Changing habits: a personal experiment

Over the past few months, I’ve been researching how to change habits at work. (I captured some of those ideas here, here, and here.) But before I can change the habits of an entire company, I need to do some experiments and some fieldwork.  So I decided to start with a small set of volunteers: me.

Since I’ve already changed my work habits, I focused on 4 changes I’ve been wanting to make for years:

  • eating less meat
  • drinking less alcohol
  • yelling less at my 2-year old son, Hudson
  • exercising more regularly

Here’s what happened and how it applies to work.

2 common themes in the research 

Six different books on changing behavior - “Switch”, “One Small Step Can Change Your Life: The Kaizen Way”, “Power of Habit”, “The Progress Principle”, “This year I will...”, “Nudge” - all emphasize breaking down a desired change into small, achievable goals and making progress towards those goals very visible.

These simple ideas sound obvious, but I’ve overlooked them. Big, abstract goals - whether it’s “eating less meat” or “reducing service costs” - invoke fear in our change-averse brains.
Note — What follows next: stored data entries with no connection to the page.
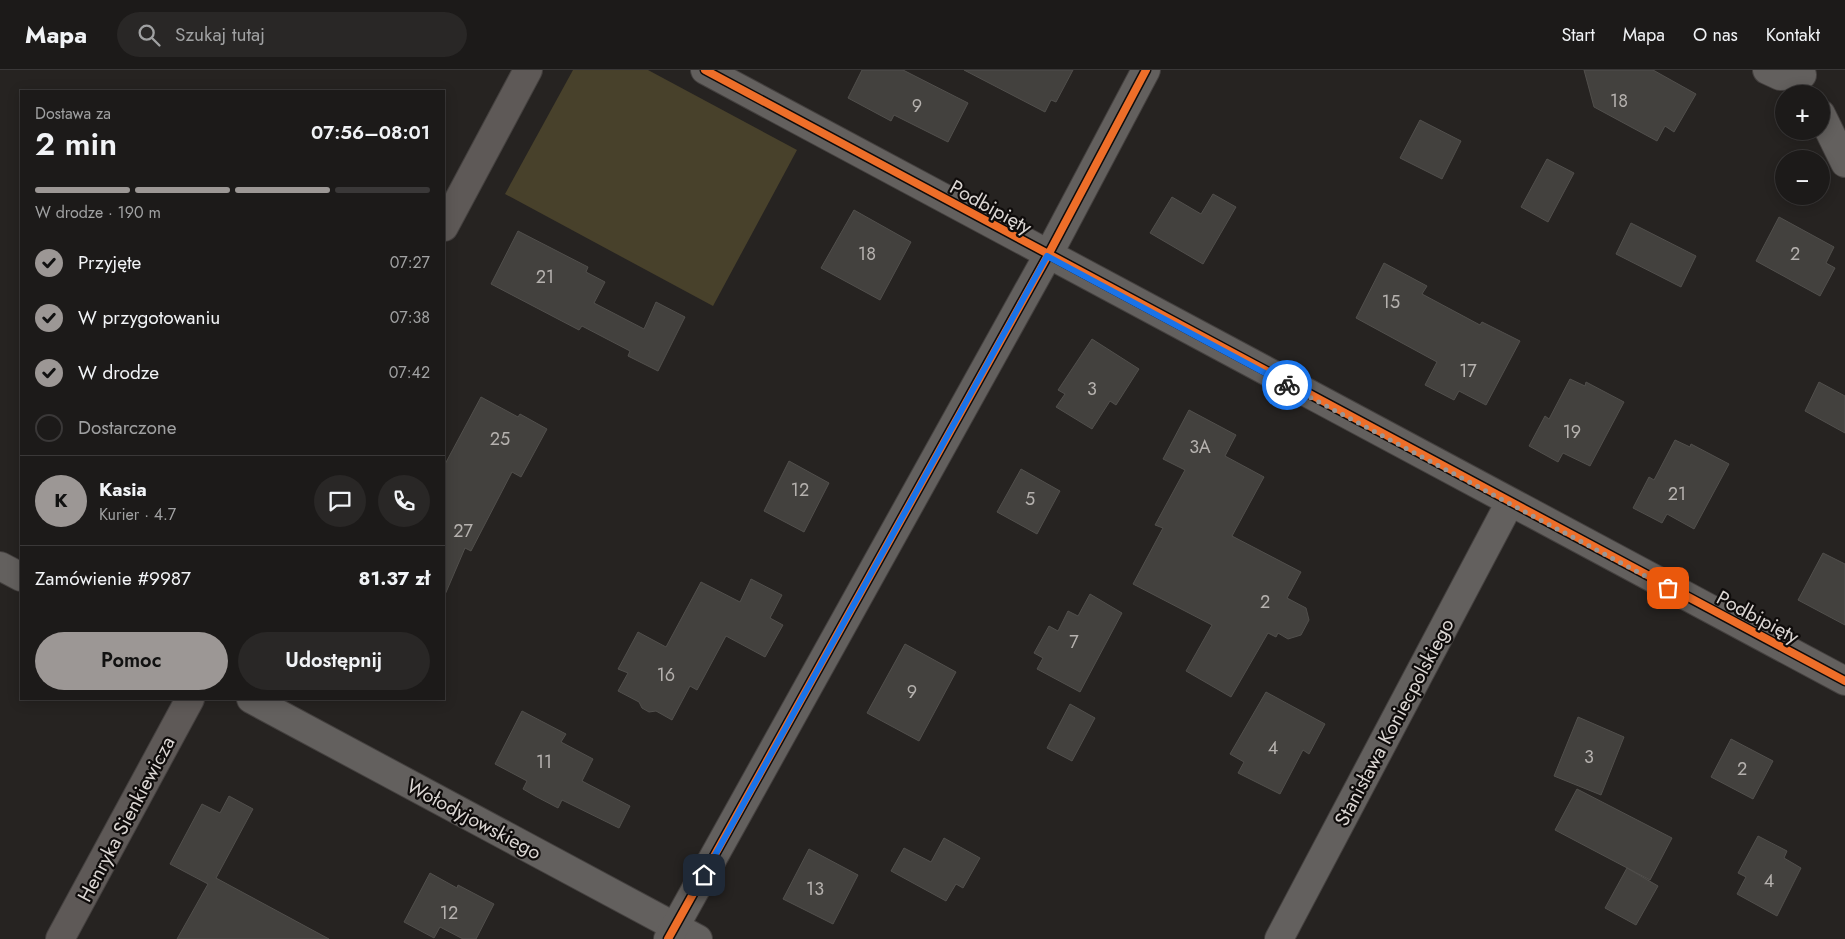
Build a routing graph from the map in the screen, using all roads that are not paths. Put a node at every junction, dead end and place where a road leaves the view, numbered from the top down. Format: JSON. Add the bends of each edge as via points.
{"nodes":[{"id":1,"x":528,"y":70,"type":"edge"},
{"id":2,"x":705,"y":70,"type":"edge"},
{"id":3,"x":1146,"y":70,"type":"edge"},
{"id":4,"x":1767,"y":70,"type":"edge"},
{"id":5,"x":1804,"y":80,"type":"edge"},
{"id":6,"x":1830,"y":132,"type":"edge"},
{"id":7,"x":1845,"y":163,"type":"edge"},
{"id":8,"x":445,"y":225,"type":"edge"},
{"id":9,"x":1047,"y":256,"type":"junction"},
{"id":10,"x":1509,"y":504,"type":"junction"},
{"id":11,"x":0,"y":566,"type":"edge"},
{"id":12,"x":20,"y":576,"type":"edge"},
{"id":13,"x":1845,"y":680,"type":"edge"},
{"id":14,"x":189,"y":700,"type":"edge"},
{"id":15,"x":253,"y":700,"type":"edge"},
{"id":16,"x":680,"y":935,"type":"edge"},
{"id":17,"x":60,"y":939,"type":"edge"},
{"id":18,"x":1279,"y":939,"type":"edge"}],
"edges":[{"from":1,"to":8,"type":"street"},
{"from":2,"to":9,"type":"street","name":"Podbipięty"},
{"from":3,"to":9,"type":"street"},
{"from":4,"to":5,"type":"street"},
{"from":6,"to":7,"type":"street"},
{"from":9,"to":10,"type":"street","name":"Podbipięty"},
{"from":9,"to":16,"type":"street"},
{"from":10,"to":13,"type":"street","name":"Podbipięty"},
{"from":10,"to":18,"type":"street","name":"Stanisława Koniecpolskiego"},
{"from":11,"to":12,"type":"street"},
{"from":14,"to":17,"type":"street","name":"Henryka Sienkiewicza"},
{"from":15,"to":16,"type":"street","name":"Wołodyjowskiego"}]}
It takes too much energy and attention to translate such goals into action, and so we simply go back to our more comfortable, unthinking habits.

The notebook

Inspired in particular by “Kaizen”, I took my 4 goals and turned them into more specific, achievable objectives:

“I won’t eat meat for 4 days a week.” 

“I won’t drink alcohol for 5 days a week.” 

“I won’t yell at little Hudson 4 days a week.” 
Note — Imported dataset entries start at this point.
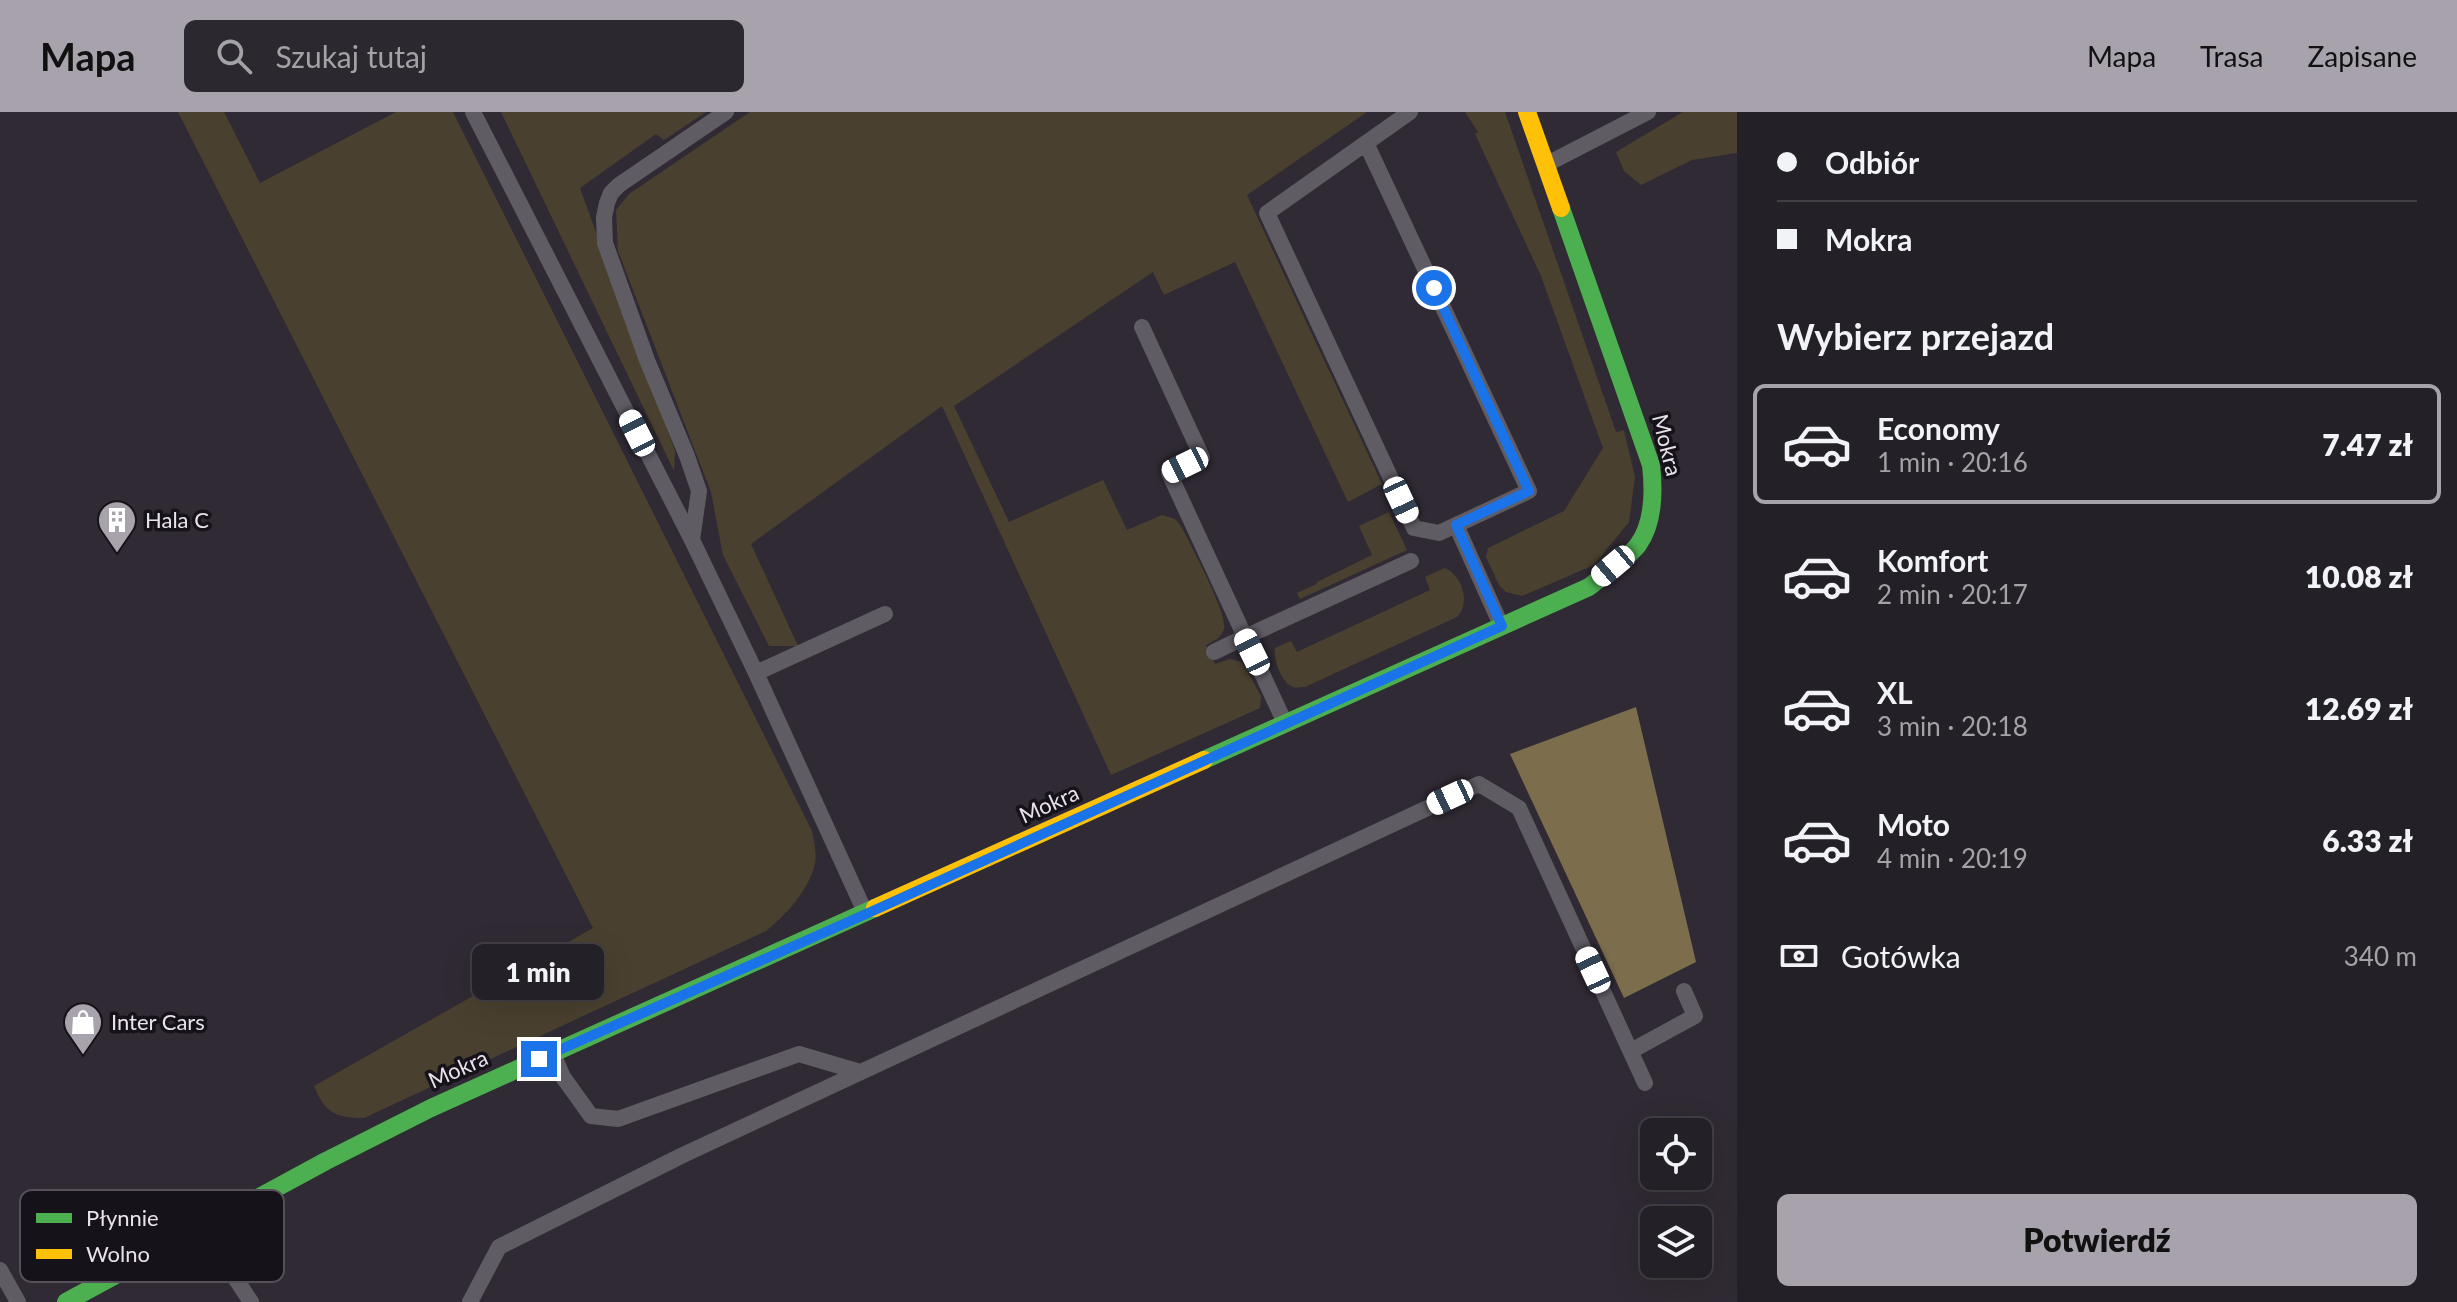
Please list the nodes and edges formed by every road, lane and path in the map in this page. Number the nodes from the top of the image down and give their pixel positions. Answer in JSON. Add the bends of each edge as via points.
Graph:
{"nodes":[{"id":1,"x":473,"y":112,"type":"edge"},
{"id":2,"x":726,"y":112,"type":"edge"},
{"id":3,"x":1410,"y":112,"type":"edge"},
{"id":4,"x":1527,"y":112,"type":"edge"},
{"id":5,"x":1648,"y":112,"type":"edge"},
{"id":6,"x":1366,"y":143,"type":"junction"},
{"id":7,"x":1545,"y":164,"type":"junction"},
{"id":8,"x":1142,"y":327,"type":"dead end"},
{"id":9,"x":1456,"y":525,"type":"junction"},
{"id":10,"x":692,"y":540,"type":"junction"},
{"id":11,"x":1411,"y":561,"type":"dead end"},
{"id":12,"x":885,"y":614,"type":"dead end"},
{"id":13,"x":1502,"y":626,"type":"junction"},
{"id":14,"x":1245,"y":637,"type":"junction"},
{"id":15,"x":1214,"y":652,"type":"dead end"},
{"id":16,"x":756,"y":673,"type":"junction"},
{"id":17,"x":1285,"y":724,"type":"junction"},
{"id":18,"x":866,"y":914,"type":"junction"},
{"id":19,"x":1684,"y":991,"type":"dead end"},
{"id":20,"x":1631,"y":1051,"type":"junction"},
{"id":21,"x":553,"y":1053,"type":"junction"},
{"id":22,"x":860,"y":1072,"type":"junction"},
{"id":23,"x":1645,"y":1083,"type":"dead end"},
{"id":24,"x":272,"y":1190,"type":"edge"},
{"id":25,"x":0,"y":1270,"type":"edge"},
{"id":26,"x":103,"y":1282,"type":"edge"},
{"id":27,"x":238,"y":1282,"type":"edge"},
{"id":28,"x":18,"y":1302,"type":"edge"},
{"id":29,"x":66,"y":1302,"type":"edge"},
{"id":30,"x":251,"y":1302,"type":"edge"},
{"id":31,"x":470,"y":1302,"type":"edge"}],
"edges":[{"from":1,"to":10,"type":"lane"},
{"from":2,"to":10,"type":"lane","via":[[619,185],[604,217],[605,243],[699,491]]},
{"from":3,"to":6,"type":"lane"},
{"from":4,"to":7,"type":"street","name":"Mokra"},
{"from":5,"to":7,"type":"lane"},
{"from":6,"to":9,"type":"lane","via":[[1529,491]]},
{"from":6,"to":9,"type":"lane","via":[[1267,213],[1414,528],[1439,533]]},
{"from":7,"to":13,"type":"street","name":"Mokra","via":[[1643,437],[1654,495],[1638,545],[1589,587]]},
{"from":8,"to":14,"type":"lane","via":[[1202,457],[1169,473]]},
{"from":9,"to":13,"type":"lane"},
{"from":10,"to":16,"type":"lane"},
{"from":11,"to":14,"type":"lane"},
{"from":12,"to":16,"type":"lane"},
{"from":13,"to":17,"type":"street","name":"Mokra"},
{"from":14,"to":15,"type":"lane"},
{"from":14,"to":17,"type":"lane"},
{"from":16,"to":18,"type":"lane"},
{"from":17,"to":18,"type":"street","name":"Mokra"},
{"from":18,"to":21,"type":"street","name":"Mokra"},
{"from":19,"to":20,"type":"lane","via":[[1695,1016]]},
{"from":20,"to":22,"type":"lane","via":[[1519,808],[1479,784]]},
{"from":20,"to":23,"type":"lane"},
{"from":21,"to":22,"type":"lane","via":[[591,1116],[618,1119],[799,1054]]},
{"from":21,"to":24,"type":"street","name":"Mokra","via":[[431,1108]]},
{"from":22,"to":31,"type":"lane","via":[[499,1247]]},
{"from":25,"to":28,"type":"lane"},
{"from":26,"to":29,"type":"street","name":"Mokra"},
{"from":27,"to":30,"type":"lane"}]}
“I will exercise 3 days a week.” 

And I bought a notebook.

Each day, I write down what I eat and drink and, at the end of the day, I give myself a point for doing something towards each one of my goals. I also track progress towards my weekly goal.
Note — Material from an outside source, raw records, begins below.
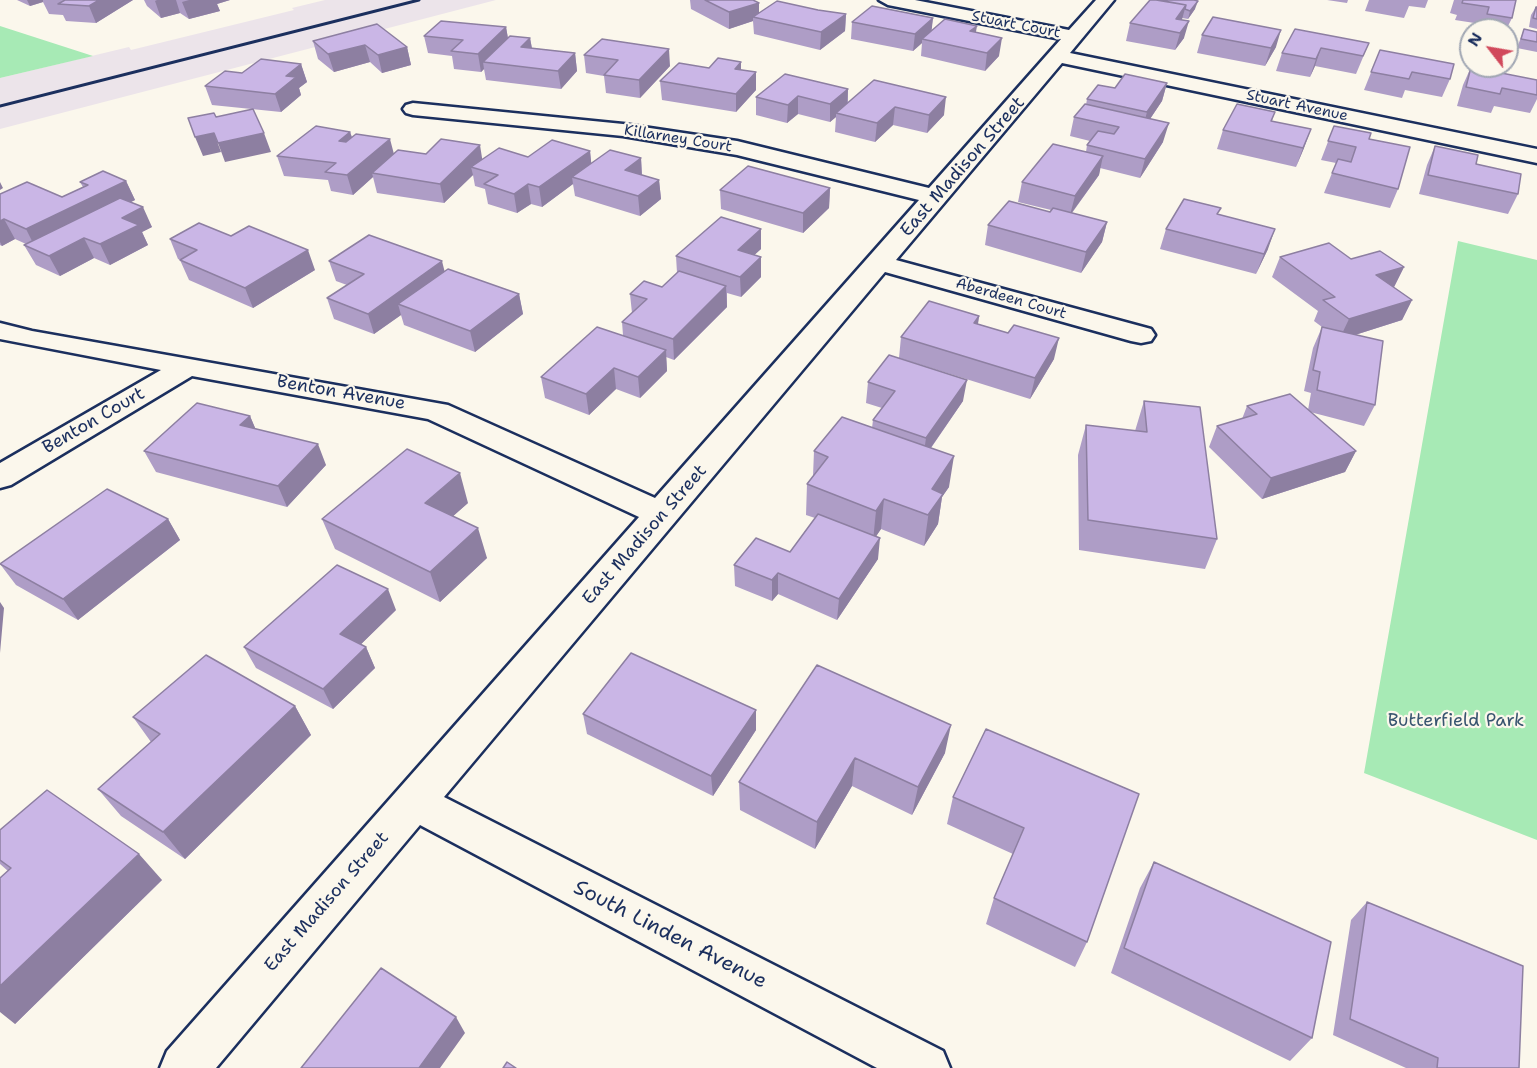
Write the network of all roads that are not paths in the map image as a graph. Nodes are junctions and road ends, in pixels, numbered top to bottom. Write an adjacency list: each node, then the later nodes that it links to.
1 (888, 0): 3 (street, Stuart Court)
2 (1105, 0): 3 (street, East Madison Street)
3 (1065, 46): 5 (street, Stuart Avenue); 6 (street, East Madison Street)
4 (413, 109): 6 (street, Killarney Court)
5 (1537, 156)
6 (937, 197): 7 (street, East Madison Street)
7 (880, 263): 9 (street, Aberdeen Court); 12 (street, East Madison Street)
8 (0, 331): 10 (street, Benton Avenue)
9 (1141, 335)
10 (189, 366): 11 (street, Benton Court); 12 (street, Benton Avenue)
11 (0, 477)
12 (664, 515): 13 (street, East Madison Street)
13 (414, 802): 14 (street, East Madison Street); 15 (street, South Linden Avenue)
14 (183, 1068)
15 (926, 1068)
If I meet my goals for a month, I’ll reward myself with a particular piece of jewelry I’ve admired to commemorate the change.

The results

What I’ve found is that specific, achievable goals combined with a simple tracking and rewards system made a big difference for me.

For example, I’ve wanted to eat less meat ever since reading “Omnivore’s Dilemma” years ago, but “becoming a vegetarian” was daunting. Yet I knew I could avoid meat for one day and starting there relieved my apprehension. I also found myself wanting that point each day.

This little process - it’s almost a game - simply makes me more aware of my choices. My food choices, for example, went from unthinking (“I’ll have a burger.”) to conscious (“Hmmm. I’m behind on my goal this week, so I’ll be sure to ask for vegetarian options.”)

For the 3 goals that required on-the-spot decisions - what to eat, drink, or say - the greater awareness made a big difference and I was able to easily meet or exceed my goals by the second week. As time went by, I started to visit new places, started to get used to different options, and started to develop new habits.

Exercise, though, required something more. Since it involved a specific amount of time, it required planning in addition to a decision. And without that, I fell short of my goal for several weeks and learned I'll need to make adjustments to my system.

Experimenting at work

It’s nice that I feel healthier and happier. And little Hudson is certainly pleased with my experiment. But what about work?

The connection is that changing work habits - how we fill our days with meetings, how we run those meetings, how we spend our time processing email - will also require the same elements I've used: simple steps towards a goal that matters, greater awareness, visible progress, and rewards.

The next step is to plan small experiments at work that include all these elements with the hope is that we can create a concerted, comprehensive approach to changing habits at work. If we can do that, we can finally get rid of the practices we all know are wasteful and that sap time, energy, and fulfillment from our jobs.